Austin's committment to the environment is undoubtably part of it's charm and the push to save the Barton Springs Salamander is in keeping with the city's green approach to urban planning. Named the Greenest City in America by MSN and the Greenest City in the American South by National Geographic, Austin residents are proud of their committment to the environment. In a 2007 survey citizens gave Austin top marks for its water and energy conservation programs, the preservation of green space, and its clean good-tasting drinking water.

The Price of Austin's Green Real Estate

So what does this all mean for Austin homeowners? On a very basic level, improving the critter's habitat also improves the habitat for other living creatures - most notably humans. For instance, saving the salamander will mean even cleaner water for Austinites. It also represents a significant investment in a public green space at the heart of a city of 660,000 people, which is certainly nice. But could Austin's tenancy to do things like save their salamander actually be boosting the value of their real estate?

Almost everywhere else in the country the housing market has taken a swift downturn and over the past year sales have dropped in most urban centers - except Austin. Austin continues to see fewer houses on the market for fewer days while prices continue to rise.

It's not rocket science. For homeowners around the perimeter of Zilker Park, the preservation and recovery efforts are having a favorable impact on quaility of life - it's simply a nice place to live - and when a lot of people want to live in a place, the property values go up. In Barton Hills and Zilker where the average home is already listed at $450 to $550K, this is outstanding news. Properties in the Rollingwood, Town Lake and other nearby neighborhoods are also seeing steady appreciation that's not likely to slow down.
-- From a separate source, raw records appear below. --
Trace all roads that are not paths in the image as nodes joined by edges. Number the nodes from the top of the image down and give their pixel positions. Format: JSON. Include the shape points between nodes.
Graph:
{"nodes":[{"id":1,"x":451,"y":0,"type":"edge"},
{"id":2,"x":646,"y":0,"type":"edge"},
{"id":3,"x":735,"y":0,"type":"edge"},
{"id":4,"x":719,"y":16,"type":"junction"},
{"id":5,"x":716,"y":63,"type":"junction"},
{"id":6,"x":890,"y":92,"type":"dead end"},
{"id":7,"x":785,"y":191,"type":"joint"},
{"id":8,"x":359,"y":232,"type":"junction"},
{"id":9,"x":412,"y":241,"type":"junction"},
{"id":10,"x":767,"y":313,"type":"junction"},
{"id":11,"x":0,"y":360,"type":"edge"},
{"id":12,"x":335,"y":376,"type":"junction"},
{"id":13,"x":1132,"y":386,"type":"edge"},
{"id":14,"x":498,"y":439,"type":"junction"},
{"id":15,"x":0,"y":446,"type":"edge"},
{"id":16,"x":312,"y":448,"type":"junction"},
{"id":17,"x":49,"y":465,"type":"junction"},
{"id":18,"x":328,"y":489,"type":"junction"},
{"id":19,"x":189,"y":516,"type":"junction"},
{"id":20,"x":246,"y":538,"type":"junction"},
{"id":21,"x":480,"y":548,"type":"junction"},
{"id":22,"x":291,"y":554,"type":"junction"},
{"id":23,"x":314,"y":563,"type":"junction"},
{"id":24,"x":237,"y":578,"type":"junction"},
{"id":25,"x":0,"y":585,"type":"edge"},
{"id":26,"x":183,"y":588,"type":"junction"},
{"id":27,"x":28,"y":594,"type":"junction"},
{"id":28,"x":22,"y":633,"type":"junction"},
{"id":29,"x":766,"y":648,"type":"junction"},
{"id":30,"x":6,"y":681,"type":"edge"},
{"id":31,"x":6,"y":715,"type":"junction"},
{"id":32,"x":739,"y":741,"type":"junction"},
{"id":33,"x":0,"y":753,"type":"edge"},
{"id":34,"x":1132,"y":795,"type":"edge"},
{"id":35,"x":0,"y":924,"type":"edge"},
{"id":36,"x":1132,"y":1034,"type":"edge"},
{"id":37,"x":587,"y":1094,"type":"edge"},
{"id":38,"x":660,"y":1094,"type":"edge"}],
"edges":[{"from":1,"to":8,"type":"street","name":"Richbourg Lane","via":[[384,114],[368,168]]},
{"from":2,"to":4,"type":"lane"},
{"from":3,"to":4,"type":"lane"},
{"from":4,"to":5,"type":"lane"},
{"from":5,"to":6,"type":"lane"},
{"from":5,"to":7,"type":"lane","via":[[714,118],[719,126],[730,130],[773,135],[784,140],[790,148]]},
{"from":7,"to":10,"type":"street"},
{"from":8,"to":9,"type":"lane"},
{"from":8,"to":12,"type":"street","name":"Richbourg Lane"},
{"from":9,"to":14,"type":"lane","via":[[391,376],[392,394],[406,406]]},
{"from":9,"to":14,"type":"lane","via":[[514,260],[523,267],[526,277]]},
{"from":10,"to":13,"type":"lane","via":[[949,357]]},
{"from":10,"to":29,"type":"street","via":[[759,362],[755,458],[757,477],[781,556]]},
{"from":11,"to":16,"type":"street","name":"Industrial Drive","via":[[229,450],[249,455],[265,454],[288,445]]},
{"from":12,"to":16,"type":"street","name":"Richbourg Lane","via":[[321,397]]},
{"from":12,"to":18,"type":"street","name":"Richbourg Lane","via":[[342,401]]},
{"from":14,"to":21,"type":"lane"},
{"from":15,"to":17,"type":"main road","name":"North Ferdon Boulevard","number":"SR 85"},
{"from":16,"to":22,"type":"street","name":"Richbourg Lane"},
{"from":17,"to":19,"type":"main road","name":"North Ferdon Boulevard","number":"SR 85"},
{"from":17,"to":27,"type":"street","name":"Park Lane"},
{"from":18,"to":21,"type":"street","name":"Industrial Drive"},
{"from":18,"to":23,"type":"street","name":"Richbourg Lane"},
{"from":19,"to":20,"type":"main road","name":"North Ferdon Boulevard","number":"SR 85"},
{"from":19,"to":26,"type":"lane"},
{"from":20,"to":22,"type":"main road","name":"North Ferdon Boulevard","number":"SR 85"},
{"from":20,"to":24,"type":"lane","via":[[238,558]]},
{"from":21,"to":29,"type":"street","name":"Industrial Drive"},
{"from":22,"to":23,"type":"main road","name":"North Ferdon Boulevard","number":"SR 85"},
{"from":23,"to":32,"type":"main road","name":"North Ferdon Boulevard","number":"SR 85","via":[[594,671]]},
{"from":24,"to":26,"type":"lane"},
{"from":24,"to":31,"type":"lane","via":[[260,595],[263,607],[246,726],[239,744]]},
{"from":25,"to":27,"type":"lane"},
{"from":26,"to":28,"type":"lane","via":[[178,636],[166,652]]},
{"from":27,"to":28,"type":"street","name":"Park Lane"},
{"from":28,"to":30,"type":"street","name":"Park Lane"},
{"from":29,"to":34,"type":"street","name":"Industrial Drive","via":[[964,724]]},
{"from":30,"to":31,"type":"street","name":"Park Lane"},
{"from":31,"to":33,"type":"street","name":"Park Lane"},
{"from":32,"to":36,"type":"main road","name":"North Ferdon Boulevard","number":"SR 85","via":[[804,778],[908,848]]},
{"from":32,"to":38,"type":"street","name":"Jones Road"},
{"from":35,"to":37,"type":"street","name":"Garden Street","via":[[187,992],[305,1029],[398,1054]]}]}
Rescuing Austin's Amphibian

The three acre Barton Springs is a natural spring fed pool with a year round average temperature of 68 degrees. One of three main pools, the springs are located in Zilker Park, voted the "Best Outdoor Public Space" by Austin Chronicle readers in 2006. A popular gathering spot and event site, the park also hosts the annual Austin City Limits Festival, the Kite Festival and the Trail of lights.

To date, the smaller Eliza Springs which is also in Zilker Park, has been the test location for improvements to the salamander's habitat. Here workers have restored the springs, increasing necessary water flow, improving water quality and clearing rock formations. As a result of their efforts, monthly counts have seen the area's salamander population increase from a scant 12 in 2002 to a stable 400 in 2007, an increase of 3,333%.

Last year, a master plan for improving the ecosystem for the entire aquifer was commissioned by city council. The first phase of the plan, which outlines a series of short term projects, will be presented to council this month (August 2007) for inclusion in the 2008 city budget. Longer term projects will be presented to council in the fall. The last phase in the project will measure the results of these efforts - a process that may take up to two years.